Bien qu'Amnesty International n'ait pas officiellement été autorisée par les autorités syriennes à se rendre sur place, l'organisation a pu enquêter sur le terrain dans le nord de la Syrie, et a conclu que les forces gouvernementales et des milices syriennes se sont rendues coupables de graves violations des droits humains et atteintes au droit international humanitaire constituant des crimes contre l'humanité et des crimes de guerre. Amnesty International s'est rendue dans 23 villes et villages des gouvernorats d'Alep et d'Idlib, notamment dans des zones où les forces gouvernementales syriennes ont lancé des attaques de grande ampleur, en particulier pendant les négociations sur la mise en œuvre de l'accord de cessez-le-feu en six points soutenu par les Nations unies et la Ligue arabe, en mars/avril. Dans chaque ville et village en question, des familles en deuil ont expliqué à Amnesty International comment leurs proches – jeunes, âgés, et même des enfants – ont été traînés hors de chez eux et abattus par des soldats – qui dans certains cas ont mis feu au corps des victimes.
Des soldats et des membres des milices chabiha ont brûlé des maisons et des immeubles, et tiré sans discernement sur des zones résidentielles, tuant et blessant des passants civils.
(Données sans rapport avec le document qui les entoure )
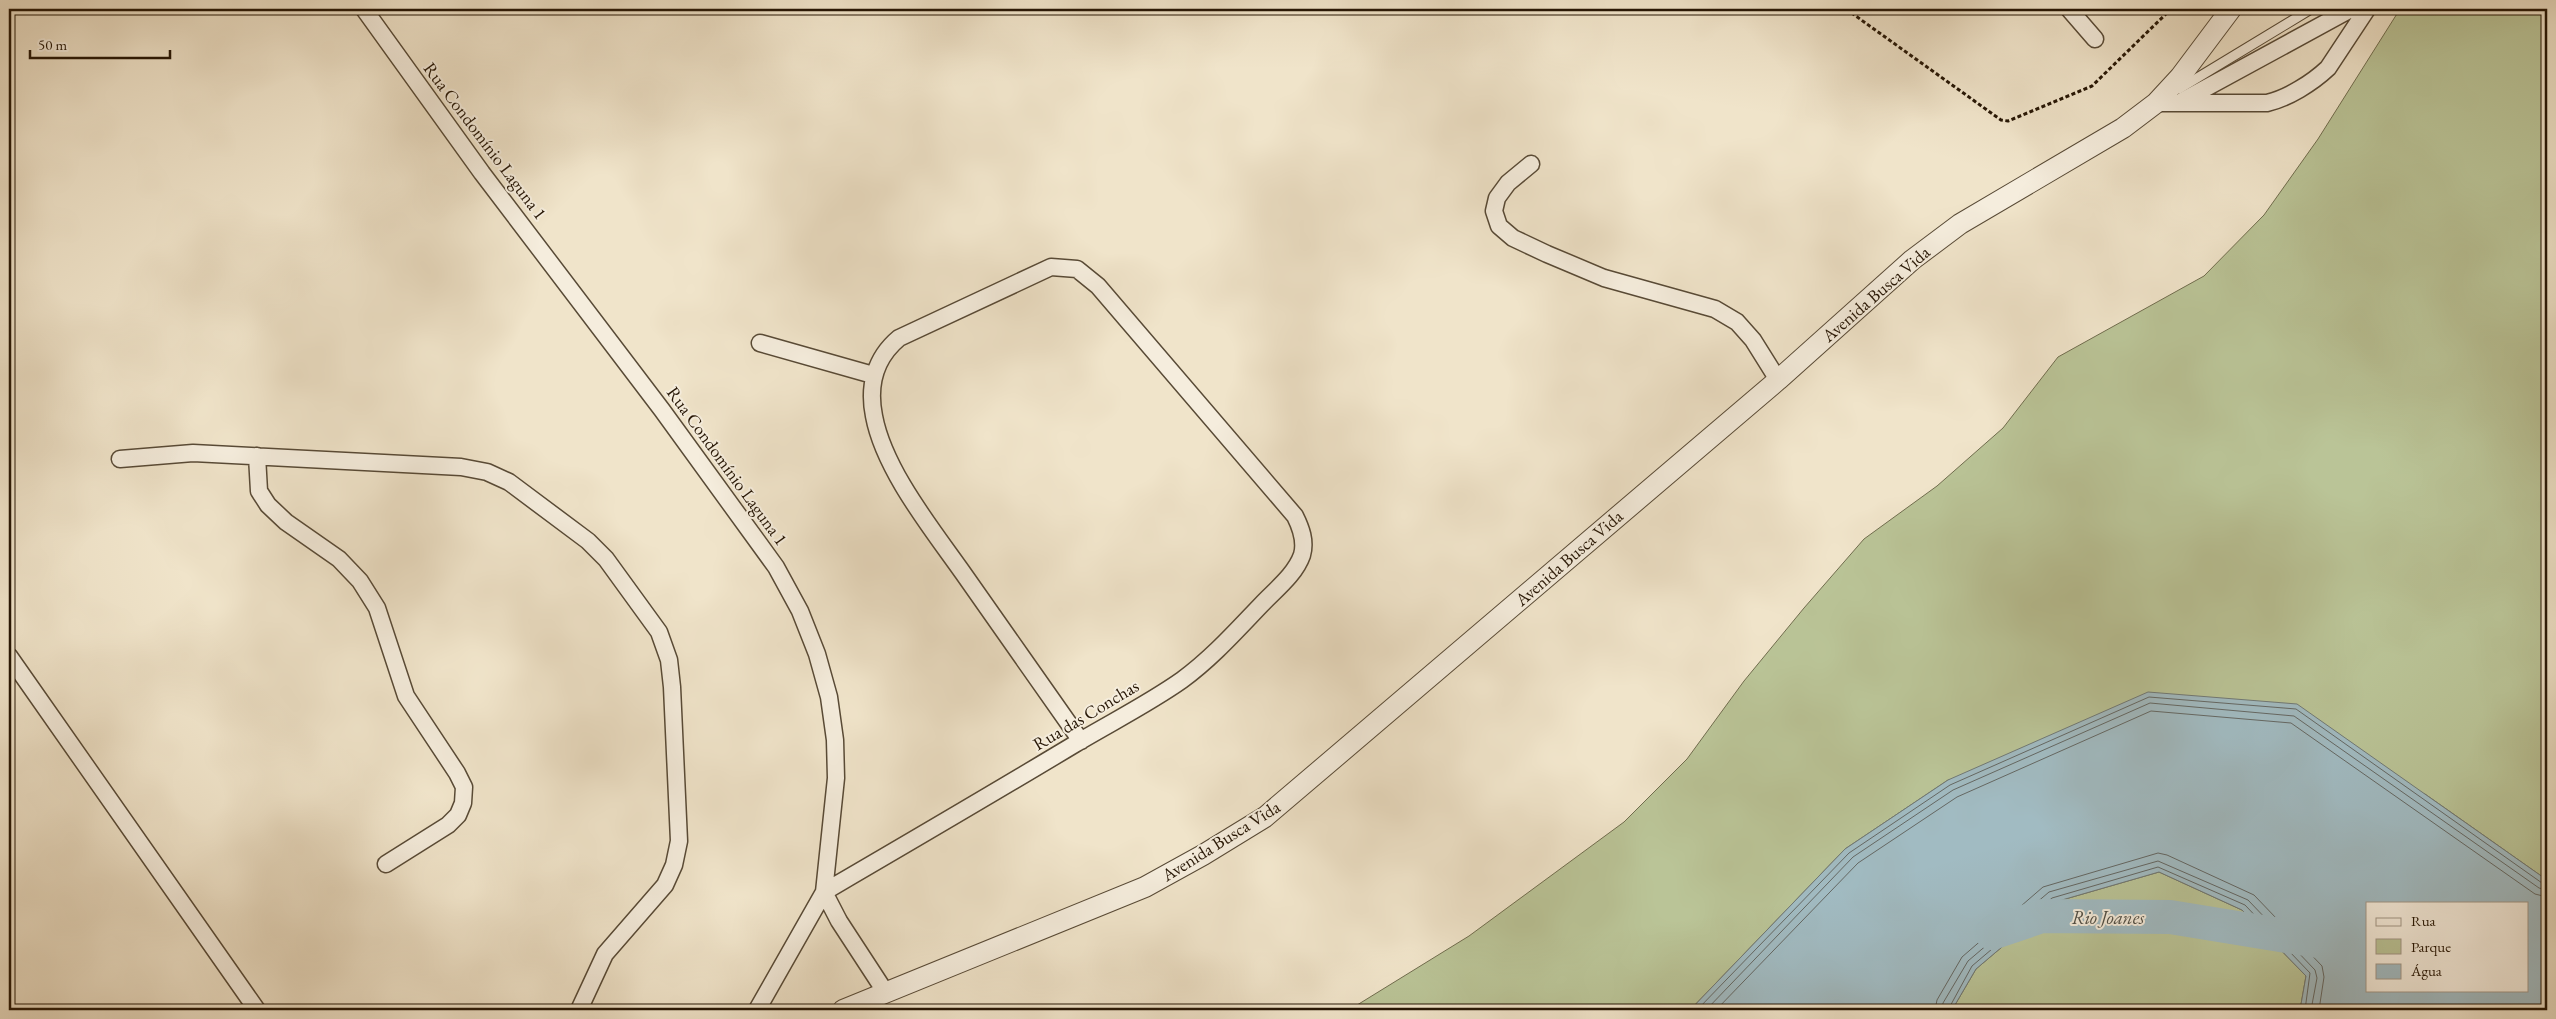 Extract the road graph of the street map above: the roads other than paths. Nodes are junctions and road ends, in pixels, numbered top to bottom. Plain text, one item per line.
1 (364, 9) edge
2 (2070, 9) edge
3 (2231, 9) edge
4 (2311, 9) edge
5 (2351, 9) edge
6 (2367, 9) edge
7 (2095, 39) dead end
8 (2179, 102) junction
9 (2156, 103) junction
10 (1531, 164) dead end
11 (760, 343) dead end
12 (873, 375) junction
13 (1778, 380) junction
14 (257, 456) junction
15 (120, 459) dead end
16 (9, 656) edge
17 (1081, 741) junction
18 (386, 864) dead end
19 (824, 892) junction
20 (886, 993) junction
21 (257, 1010) edge
22 (579, 1010) edge
23 (757, 1010) edge
24 (843, 1010) edge

1 - 19 street, Rua Condomínio Laguna 1
2 - 7 street
3 - 9 street, Avenida Busca Vida
4 - 9 lane
5 - 8 street
6 - 8 street
8 - 9 street
9 - 13 street, Avenida Busca Vida
10 - 13 street
11 - 12 street
12 - 17 street
12 - 17 street, Rua das Conchas
13 - 20 street, Avenida Busca Vida
14 - 15 street
14 - 18 street
14 - 22 street
16 - 21 street
17 - 19 street, Rua das Conchas
19 - 20 street
19 - 23 street, Rua Condomínio Laguna 1
20 - 24 street, Avenida Busca Vida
Les personnes arrêtées, y compris des personnes malades ou âgées, ont été systématiquement torturées, parfois à mort. Beaucoup ont été soumises à une disparition forcée. On ignore quel sort leur a été réservé.
Les mesures répressives du gouvernement ont visé des villes et des villages considérés comme des bastions de l'opposition, qu'il s'agisse de lieux d'affrontements avec les forces de l'Armée syrienne libre ou d'endroits où la contestation est restée pacifique.
Depuis le début des manifestations en faveur de la réforme en février 2011, Amnesty International a recueilli les noms de plus de 10 000 personnes ayant été tuées dans le cadre de ces troubles ; ce chiffre pourrait être bien en-deçà de la réalité.
Le rapport étaie les conclusions d'autres enquêtes menées sur la situation en Syrie, en particulier le rapport du Secrétaire général des Nations unies sur les enfants et le conflit armé, qui indiquait qu'au cours de l'année écoulée, des enfants "ont été tués, victimes de mutilations, d'arrestations arbitraires, de détention, de torture et de mauvais traitements" aux mains des forces gouvernementales; certains de ces mineurs n'avaient pas plus de neuf ans. Dans son rapport, Amnesty International demande une nouvelle fois au Conseil de sécurité de saisir le procureur de la Cour pénale internationale du dossier syrien, et d'imposer un embargo visant à bloquer le flux d'armes à destination du gouvernement syrien.